Muzzleloaders have seen big advances in the use of technology. How many of these advances are allowed while hunting differs dramatically between states such as Utah and Idaho. In Idaho these weapons are only lethal to 100 yards while in Utah their capability has been extended out to 300 yards. The biggest differences between these states are Utah allows the use of 209 primers, sabots, and scopes with magnification, while Idaho does not. This increased effectiveness explains why in 2019 the success of deer hunters with muzzleloaders and rifles in the Cache Unit were the same, at just over 20%.
Improvement in rifles has been driven by more accurate factory-built weapons with higher power scopes that have the capacity to be manually or digitally corrected so crosshair placement accounts for distance and wind. In the hands of a skilled marksman, these weapons are lethal to distances greater than 500 yards. Shots at these ranges often occur even after deer have detected a hunter but decided not to flee. Some argue shooting big game at this distance is no longer a fair chase hunt.

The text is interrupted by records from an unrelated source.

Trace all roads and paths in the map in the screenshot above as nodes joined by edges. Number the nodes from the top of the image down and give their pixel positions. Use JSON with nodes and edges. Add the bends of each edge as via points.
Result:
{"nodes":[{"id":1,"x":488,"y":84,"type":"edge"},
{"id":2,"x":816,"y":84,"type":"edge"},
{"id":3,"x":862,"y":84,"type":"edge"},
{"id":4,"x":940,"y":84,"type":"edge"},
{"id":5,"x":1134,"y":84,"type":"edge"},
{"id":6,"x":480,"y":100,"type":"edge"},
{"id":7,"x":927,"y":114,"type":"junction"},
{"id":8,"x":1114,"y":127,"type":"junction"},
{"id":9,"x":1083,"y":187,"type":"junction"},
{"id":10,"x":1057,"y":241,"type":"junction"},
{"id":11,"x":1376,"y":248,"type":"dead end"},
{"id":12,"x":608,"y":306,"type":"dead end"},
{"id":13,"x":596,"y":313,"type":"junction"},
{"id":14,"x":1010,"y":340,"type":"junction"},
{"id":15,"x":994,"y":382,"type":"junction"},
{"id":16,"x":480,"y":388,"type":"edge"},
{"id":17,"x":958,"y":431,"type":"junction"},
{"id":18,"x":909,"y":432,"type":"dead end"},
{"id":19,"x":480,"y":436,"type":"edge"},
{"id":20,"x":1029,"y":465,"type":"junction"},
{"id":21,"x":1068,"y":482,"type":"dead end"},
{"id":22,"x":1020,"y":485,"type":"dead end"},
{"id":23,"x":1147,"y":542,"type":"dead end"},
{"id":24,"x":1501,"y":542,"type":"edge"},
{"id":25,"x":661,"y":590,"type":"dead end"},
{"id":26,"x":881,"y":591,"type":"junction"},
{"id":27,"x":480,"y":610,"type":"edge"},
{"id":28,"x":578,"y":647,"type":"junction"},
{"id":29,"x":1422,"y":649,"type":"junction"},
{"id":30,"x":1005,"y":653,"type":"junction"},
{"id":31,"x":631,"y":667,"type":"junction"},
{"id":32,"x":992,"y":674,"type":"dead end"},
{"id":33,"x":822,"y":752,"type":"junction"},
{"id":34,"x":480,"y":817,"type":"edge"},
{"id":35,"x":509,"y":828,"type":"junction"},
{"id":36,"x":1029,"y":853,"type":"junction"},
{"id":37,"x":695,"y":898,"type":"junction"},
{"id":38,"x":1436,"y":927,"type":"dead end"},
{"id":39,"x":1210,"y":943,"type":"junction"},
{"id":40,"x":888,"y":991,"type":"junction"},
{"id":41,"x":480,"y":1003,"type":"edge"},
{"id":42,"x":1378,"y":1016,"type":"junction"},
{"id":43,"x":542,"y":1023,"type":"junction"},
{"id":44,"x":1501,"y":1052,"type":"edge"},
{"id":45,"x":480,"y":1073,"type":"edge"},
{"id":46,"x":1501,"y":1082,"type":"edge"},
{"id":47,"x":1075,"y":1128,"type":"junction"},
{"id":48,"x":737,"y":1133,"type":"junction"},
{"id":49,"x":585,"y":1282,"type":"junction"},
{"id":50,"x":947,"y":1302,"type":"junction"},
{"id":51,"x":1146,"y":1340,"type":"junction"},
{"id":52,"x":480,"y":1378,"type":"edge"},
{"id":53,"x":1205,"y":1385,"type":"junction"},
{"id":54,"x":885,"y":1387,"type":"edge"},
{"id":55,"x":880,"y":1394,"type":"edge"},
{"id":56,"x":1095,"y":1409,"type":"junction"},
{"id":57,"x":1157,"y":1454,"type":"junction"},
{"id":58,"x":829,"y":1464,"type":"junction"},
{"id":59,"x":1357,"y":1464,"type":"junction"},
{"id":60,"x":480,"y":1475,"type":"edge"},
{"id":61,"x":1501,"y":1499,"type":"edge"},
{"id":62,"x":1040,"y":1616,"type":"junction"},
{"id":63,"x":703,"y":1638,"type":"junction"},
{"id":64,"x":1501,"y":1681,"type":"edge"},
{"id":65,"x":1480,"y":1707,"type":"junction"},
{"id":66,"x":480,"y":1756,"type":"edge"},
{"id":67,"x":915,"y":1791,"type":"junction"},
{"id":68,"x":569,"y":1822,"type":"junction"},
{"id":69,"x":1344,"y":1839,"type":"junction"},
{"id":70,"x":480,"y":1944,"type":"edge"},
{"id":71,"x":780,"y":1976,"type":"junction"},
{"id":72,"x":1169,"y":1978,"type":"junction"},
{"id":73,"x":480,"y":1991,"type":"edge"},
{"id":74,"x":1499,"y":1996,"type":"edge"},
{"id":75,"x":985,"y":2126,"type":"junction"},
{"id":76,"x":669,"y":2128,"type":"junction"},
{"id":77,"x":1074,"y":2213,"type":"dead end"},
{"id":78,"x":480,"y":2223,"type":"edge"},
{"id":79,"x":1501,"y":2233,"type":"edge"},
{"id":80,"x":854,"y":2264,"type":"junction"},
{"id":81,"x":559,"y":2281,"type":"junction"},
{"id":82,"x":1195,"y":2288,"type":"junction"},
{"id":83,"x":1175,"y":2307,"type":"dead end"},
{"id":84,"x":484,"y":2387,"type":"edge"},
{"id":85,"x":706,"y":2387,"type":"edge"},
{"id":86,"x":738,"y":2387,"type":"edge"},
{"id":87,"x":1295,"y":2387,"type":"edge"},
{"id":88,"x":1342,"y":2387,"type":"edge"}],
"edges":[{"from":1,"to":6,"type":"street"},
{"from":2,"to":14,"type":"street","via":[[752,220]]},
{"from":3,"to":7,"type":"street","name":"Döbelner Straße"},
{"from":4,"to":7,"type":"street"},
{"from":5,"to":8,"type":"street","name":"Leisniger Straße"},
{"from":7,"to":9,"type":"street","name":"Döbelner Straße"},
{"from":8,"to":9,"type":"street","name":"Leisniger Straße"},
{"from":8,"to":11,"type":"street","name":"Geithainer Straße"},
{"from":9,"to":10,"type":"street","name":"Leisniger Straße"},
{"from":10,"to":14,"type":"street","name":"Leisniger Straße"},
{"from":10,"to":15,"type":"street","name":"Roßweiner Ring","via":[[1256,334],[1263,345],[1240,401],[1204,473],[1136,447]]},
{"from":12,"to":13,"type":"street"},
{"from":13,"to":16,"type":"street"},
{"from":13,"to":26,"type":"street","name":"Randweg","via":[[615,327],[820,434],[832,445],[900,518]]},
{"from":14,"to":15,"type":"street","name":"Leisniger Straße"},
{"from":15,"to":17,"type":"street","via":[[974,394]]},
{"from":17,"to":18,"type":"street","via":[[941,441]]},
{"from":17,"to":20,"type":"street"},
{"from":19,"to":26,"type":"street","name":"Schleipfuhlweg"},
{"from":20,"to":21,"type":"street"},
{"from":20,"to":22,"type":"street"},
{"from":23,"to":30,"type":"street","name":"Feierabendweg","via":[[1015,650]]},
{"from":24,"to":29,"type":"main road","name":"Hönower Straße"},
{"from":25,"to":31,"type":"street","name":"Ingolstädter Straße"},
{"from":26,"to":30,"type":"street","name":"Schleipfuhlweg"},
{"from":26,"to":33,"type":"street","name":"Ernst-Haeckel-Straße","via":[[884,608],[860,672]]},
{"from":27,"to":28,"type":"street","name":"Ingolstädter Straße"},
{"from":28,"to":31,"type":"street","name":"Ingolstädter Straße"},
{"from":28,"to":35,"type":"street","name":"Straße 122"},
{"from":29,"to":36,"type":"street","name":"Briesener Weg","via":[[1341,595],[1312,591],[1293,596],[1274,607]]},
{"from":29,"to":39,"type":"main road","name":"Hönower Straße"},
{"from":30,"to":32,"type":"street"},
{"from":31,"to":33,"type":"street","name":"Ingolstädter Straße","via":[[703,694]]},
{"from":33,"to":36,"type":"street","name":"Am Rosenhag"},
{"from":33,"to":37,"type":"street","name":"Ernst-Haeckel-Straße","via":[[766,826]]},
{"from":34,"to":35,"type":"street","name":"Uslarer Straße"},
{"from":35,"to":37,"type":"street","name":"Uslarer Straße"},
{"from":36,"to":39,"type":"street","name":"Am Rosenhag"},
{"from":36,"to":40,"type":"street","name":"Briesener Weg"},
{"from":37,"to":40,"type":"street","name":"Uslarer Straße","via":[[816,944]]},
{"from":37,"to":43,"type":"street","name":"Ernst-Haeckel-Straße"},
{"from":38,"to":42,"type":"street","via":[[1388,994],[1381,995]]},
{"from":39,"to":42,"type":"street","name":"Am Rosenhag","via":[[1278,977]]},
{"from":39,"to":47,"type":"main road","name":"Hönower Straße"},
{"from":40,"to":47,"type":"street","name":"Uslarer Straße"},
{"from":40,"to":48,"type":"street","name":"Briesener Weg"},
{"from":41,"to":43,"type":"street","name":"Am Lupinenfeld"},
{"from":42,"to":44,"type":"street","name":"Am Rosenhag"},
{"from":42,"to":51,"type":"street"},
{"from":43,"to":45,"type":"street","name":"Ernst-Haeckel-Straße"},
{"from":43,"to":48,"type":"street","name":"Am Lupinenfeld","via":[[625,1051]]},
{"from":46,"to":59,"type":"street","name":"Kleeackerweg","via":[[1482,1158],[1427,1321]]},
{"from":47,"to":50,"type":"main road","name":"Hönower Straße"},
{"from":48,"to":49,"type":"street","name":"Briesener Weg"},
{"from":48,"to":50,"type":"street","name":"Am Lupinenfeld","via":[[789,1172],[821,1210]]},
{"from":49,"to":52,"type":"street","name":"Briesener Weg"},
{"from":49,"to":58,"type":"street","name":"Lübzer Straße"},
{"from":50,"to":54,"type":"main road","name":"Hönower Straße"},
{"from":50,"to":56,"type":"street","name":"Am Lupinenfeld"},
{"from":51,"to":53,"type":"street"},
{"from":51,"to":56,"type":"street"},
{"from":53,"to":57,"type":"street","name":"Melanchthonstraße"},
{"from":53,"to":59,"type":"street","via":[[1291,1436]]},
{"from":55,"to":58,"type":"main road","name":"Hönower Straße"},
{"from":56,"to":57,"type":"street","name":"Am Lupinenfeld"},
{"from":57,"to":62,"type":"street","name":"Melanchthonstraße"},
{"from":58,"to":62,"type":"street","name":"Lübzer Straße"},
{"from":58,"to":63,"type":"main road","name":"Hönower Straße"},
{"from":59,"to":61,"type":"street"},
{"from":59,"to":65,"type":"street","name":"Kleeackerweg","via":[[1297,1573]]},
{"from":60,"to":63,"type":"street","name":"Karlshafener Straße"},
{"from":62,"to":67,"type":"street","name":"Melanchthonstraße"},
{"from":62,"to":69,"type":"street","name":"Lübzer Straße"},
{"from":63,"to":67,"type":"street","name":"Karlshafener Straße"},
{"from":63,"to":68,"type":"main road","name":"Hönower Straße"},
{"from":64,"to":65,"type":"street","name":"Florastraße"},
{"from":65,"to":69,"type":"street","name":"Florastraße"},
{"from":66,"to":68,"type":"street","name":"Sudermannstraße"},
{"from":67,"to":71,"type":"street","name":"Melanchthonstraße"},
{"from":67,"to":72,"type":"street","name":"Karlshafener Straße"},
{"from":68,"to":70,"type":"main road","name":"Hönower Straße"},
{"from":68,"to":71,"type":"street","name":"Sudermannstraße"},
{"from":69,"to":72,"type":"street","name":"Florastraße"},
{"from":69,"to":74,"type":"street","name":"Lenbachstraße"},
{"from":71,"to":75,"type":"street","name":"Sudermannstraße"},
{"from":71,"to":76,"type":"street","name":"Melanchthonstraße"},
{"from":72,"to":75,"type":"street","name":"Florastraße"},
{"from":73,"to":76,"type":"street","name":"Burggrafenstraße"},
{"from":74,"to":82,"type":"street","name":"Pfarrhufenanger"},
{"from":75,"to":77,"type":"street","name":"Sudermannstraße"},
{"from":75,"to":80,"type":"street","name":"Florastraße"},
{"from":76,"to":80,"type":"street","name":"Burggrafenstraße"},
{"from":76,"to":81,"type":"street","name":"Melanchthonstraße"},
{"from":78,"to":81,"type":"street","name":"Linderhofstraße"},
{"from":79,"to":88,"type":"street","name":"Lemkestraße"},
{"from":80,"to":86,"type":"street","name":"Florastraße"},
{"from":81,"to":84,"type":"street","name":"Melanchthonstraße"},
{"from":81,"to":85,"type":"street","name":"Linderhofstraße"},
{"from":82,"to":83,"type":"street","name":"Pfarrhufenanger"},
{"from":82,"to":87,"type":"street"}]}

We could argue the ethics of individuals using advanced technologies in rifles and muzzleloaders but the simple algebra is that if these weapons increase harvest rates (killed whether they are retrieved or lost), there will be fewer tags available in the future.

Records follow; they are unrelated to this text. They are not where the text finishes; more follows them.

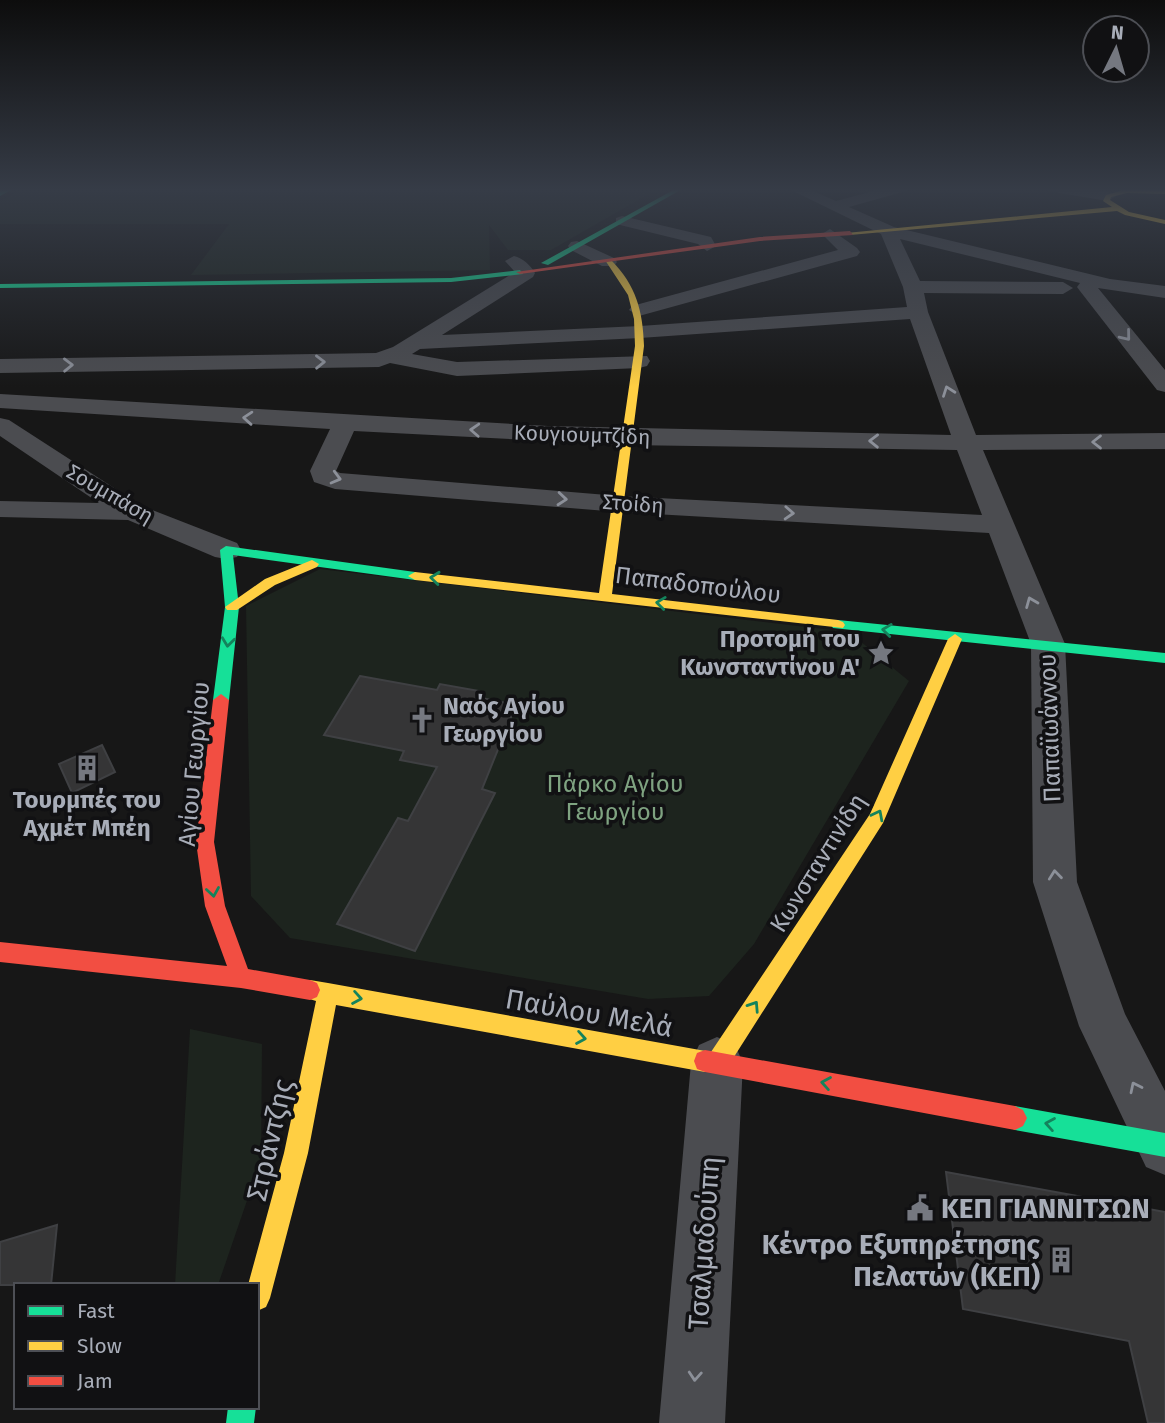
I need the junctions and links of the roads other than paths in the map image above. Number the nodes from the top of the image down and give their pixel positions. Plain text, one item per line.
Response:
1 (554, 254) edge
2 (593, 254) edge
3 (661, 254) edge
4 (842, 254) edge
5 (897, 254) edge
6 (984, 254) edge
7 (647, 257) junction
8 (608, 262) junction
9 (520, 267) junction
10 (564, 268) junction
11 (1110, 285) junction
12 (0, 286) edge
13 (629, 286) junction
14 (1087, 287) junction
15 (1165, 292) edge
16 (916, 300) junction
17 (639, 310) junction
18 (640, 332) junction
19 (416, 343) junction
20 (391, 357) junction
21 (639, 361) junction
22 (0, 366) edge
23 (1165, 385) edge
24 (0, 401) edge
25 (28, 403) junction
26 (345, 424) junction
27 (4, 429) edge
28 (626, 437) junction
29 (1165, 441) edge
30 (967, 443) junction
31 (619, 504) junction
32 (0, 509) edge
33 (132, 512) junction
34 (1000, 525) junction
35 (226, 550) junction
36 (312, 564) junction
37 (605, 597) junction
38 (232, 607) junction
39 (955, 639) junction
40 (1048, 645) junction
41 (1165, 658) edge
42 (0, 952) edge
43 (241, 978) junction
44 (328, 993) junction
45 (717, 1063) junction
46 (1165, 1146) edge
47 (259, 1291) edge
48 (692, 1423) edge

1 - 9 street
2 - 8 street
3 - 7 street
4 - 17 street
5 - 16 street, Παπαϊωάννου
6 - 11 street
7 - 8 street
7 - 13 street
8 - 10 street
8 - 13 street
9 - 10 street
9 - 12 street
9 - 19 street
10 - 13 street
11 - 14 street
11 - 15 street
13 - 17 street
14 - 16 street
14 -> 23 street
16 - 18 street
30 -> 16 street, Παπαϊωάννου
17 - 18 street
18 - 19 street
18 - 21 street
19 - 20 street
20 - 21 street
22 -> 20 street
21 - 28 street
24 - 25 street, Κουγιουμτζίδη
26 -> 25 street, Κουγιουμτζίδη
25 - 27 street
28 -> 26 street, Κουγιουμτζίδη
26 -> 31 street, Στοίδη
27 - 33 street, Σουμπάση
30 -> 28 street, Κουγιουμτζίδη
28 - 31 street
29 -> 30 street, Κουγιουμτζίδη
30 - 34 street, Παπαϊωάννου
31 -> 34 street, Στοίδη
31 - 37 street
32 - 33 street
33 - 35 street, Σουμπάση
40 -> 34 street, Παπαϊωάννου
35 - 36 street, Παπαδοπούλου
35 - 38 street, Αγίου Γεωργίου
37 -> 36 street, Παπαδοπούλου
36 - 38 street
39 -> 37 street, Παπαδοπούλου
38 -> 43 street, Αγίου Γεωργίου
39 - 40 street, Παπαδοπούλου
45 -> 39 street, Κωνσταντινίδη
40 - 41 street, Παπαδοπούλου
46 -> 40 street, Παπαϊωάννου
42 - 43 street, Παύλου Μελά
43 - 44 street, Παύλου Μελά
44 -> 45 street, Παύλου Μελά
44 - 47 street, Στράντζης
46 -> 45 street, Παύλου Μελά
45 -> 48 street, Τσαλμαδούπη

An example would be to look at Utah’s pool of approximately 70,000 general deer tags that are divided among rifle, muzzleloader, and archery hunters. If hunter’s harvest rate was 20% before the improved technology, this would lead to 14,000 animals killed. If 14,000 deer was the sustainable harvest in Utah and hunter success rates climbed to 25% because of the new technology, Utah would only be able to offer 56,000 tags.
It is clear additional research is needed on how this technology influences big game numbers as there has been little work on this subject to date.
Yes, hunting with these advanced technologies is a personal choice where legally allowed. But if these choices increase effectiveness, fewer people will get the chance to hunt each year. Some simple ways to reduce long distance shooting would include limiting scope magnification to less than 20, eliminating battery powered scopes, and require hunters hike to the location where any animal shot at was last seen to ensure it was not hit.
If one of the goals in Utah and Idaho is to provide more big game hunting opportunities, reducing the lethality of muzzleloaders and rifles are one of the tools managers have to meet that goal. This suggests now is a good time to define the desired upper limit of ballistic and optic efficiency for future big game hunts. Otherwise, the use of these technologies will get harder to control as more hunters adopt them.